Gorse Ulex europaeus
Old stone pits with veined ivy overhung,
Wild crooked brooks o'er which is rudely flung
A rail and a plank that bends beneath the tread,
Old narrow lanes where trees meet overhead,
Path-stiles on which a steeple we espy
Peeping and stretching in the distant sky,
And heaths o'erspread with furze-bloom's sunny shine
Where wonder pauses to exclaim 'divine!'
Qualities of Gorse
Onn that is furze.
Helper of horses, wheels of the chariot, wounding, whin.
Strength of warriors, fierceness.
Gentlest of work.
Book of Ballymote 1391
Gorse challenges all pre-conceptions and promotes the concept of complete freedom. You now have the choice to stay under the protective shade of Pine or move out into the open and confront your fears!
Gorse Ulex europaeus (Latin) Onn (Gaelic/Ogham) Whin/Furze (Folk names)
'While gorse is in flower, Britain will not be conquered’
Gorse is a common sight on British heathlands growing well on those acid sandy soils near the coast as well as further inland. The above saying may well be true, for to not have gorse in flower would be a sad day for Britain as there is always gorse somewhere with flower upon it. These extremely prickly bushes have bright yellow flowers which exude a wonderful fragrance and on a calm summer’s day you can hear the ripe pods bursting.
There are so many reasons to praise that which is common. I could not sing the praises of Gorse more eloquently than John Claire in the opening poem above:
And heaths o'erspread with furze-bloom's sunny shine Where wonder pauses to exclaim 'divine!'
Our heaths are often known as commons and in the South of England we are blessed with a unique survivor of the common law system and the supreme place for lichen in Europe, the New Forest. The New Forest is a perfect place to experience what Wordsworth calls 'The harvest of a quiet eye'.

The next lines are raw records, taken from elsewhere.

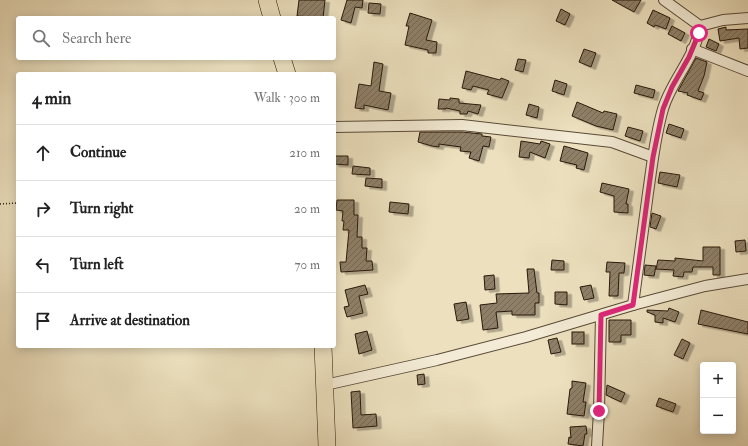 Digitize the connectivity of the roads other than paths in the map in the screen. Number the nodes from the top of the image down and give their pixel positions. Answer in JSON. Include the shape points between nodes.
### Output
{"nodes":[{"id":1,"x":267,"y":0,"type":"edge"},
{"id":2,"x":664,"y":0,"type":"edge"},
{"id":3,"x":271,"y":16,"type":"edge"},
{"id":4,"x":748,"y":18,"type":"edge"},
{"id":5,"x":700,"y":26,"type":"junction"},
{"id":6,"x":692,"y":49,"type":"junction"},
{"id":7,"x":283,"y":60,"type":"edge"},
{"id":8,"x":748,"y":71,"type":"edge"},
{"id":9,"x":286,"y":72,"type":"edge"},
{"id":10,"x":336,"y":127,"type":"edge"},
{"id":11,"x":653,"y":157,"type":"junction"},
{"id":12,"x":748,"y":279,"type":"edge"},
{"id":13,"x":633,"y":305,"type":"junction"},
{"id":14,"x":601,"y":315,"type":"junction"},
{"id":15,"x":323,"y":348,"type":"edge"},
{"id":16,"x":325,"y":385,"type":"junction"},
{"id":17,"x":327,"y":446,"type":"edge"},
{"id":18,"x":597,"y":446,"type":"edge"}],
"edges":[{"from":1,"to":3,"type":"highway"},
{"from":2,"to":5,"type":"street"},
{"from":4,"to":5,"type":"street","via":[[723,20]]},
{"from":5,"to":6,"type":"street"},
{"from":6,"to":8,"type":"street"},
{"from":6,"to":11,"type":"street","via":[[663,109]]},
{"from":7,"to":9,"type":"highway"},
{"from":10,"to":11,"type":"street","via":[[462,125],[612,142]]},
{"from":11,"to":13,"type":"street"},
{"from":12,"to":13,"type":"street","via":[[705,286]]},
{"from":13,"to":14,"type":"street"},
{"from":14,"to":16,"type":"street","via":[[437,360]]},
{"from":14,"to":18,"type":"street"},
{"from":15,"to":16,"type":"highway"},
{"from":16,"to":17,"type":"highway"}]}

In common things that round us lie,
Some random truths he can impart,
The harvest of a quiet eye
That broods and sleeps on his own heart.
Gorse supports a wonderful array of heathland birds, its sharp spines protecting the nests of linnets, whinchats, stonechats and the now rare Dartford warbler. This protective uplifting side to gorse is reflected in traditional stories of golden-haired women such Eithir and Niamh who will whisk you off into fair lands where nothing fades but glimmers with a golden sheen. This may also be true of the powerful Goddess Adraste who Boudicca is said to have called upon to fight the Romans as she is a strong-willed , battle- ready, golden haired war Goddess!
Gorse calls us to destroy that which no longer serves and to start again from scratch just like the practice of burning heathland to regenerate new growth.
The flowers in decoction can help jaundice, kidney stones and other obstructions.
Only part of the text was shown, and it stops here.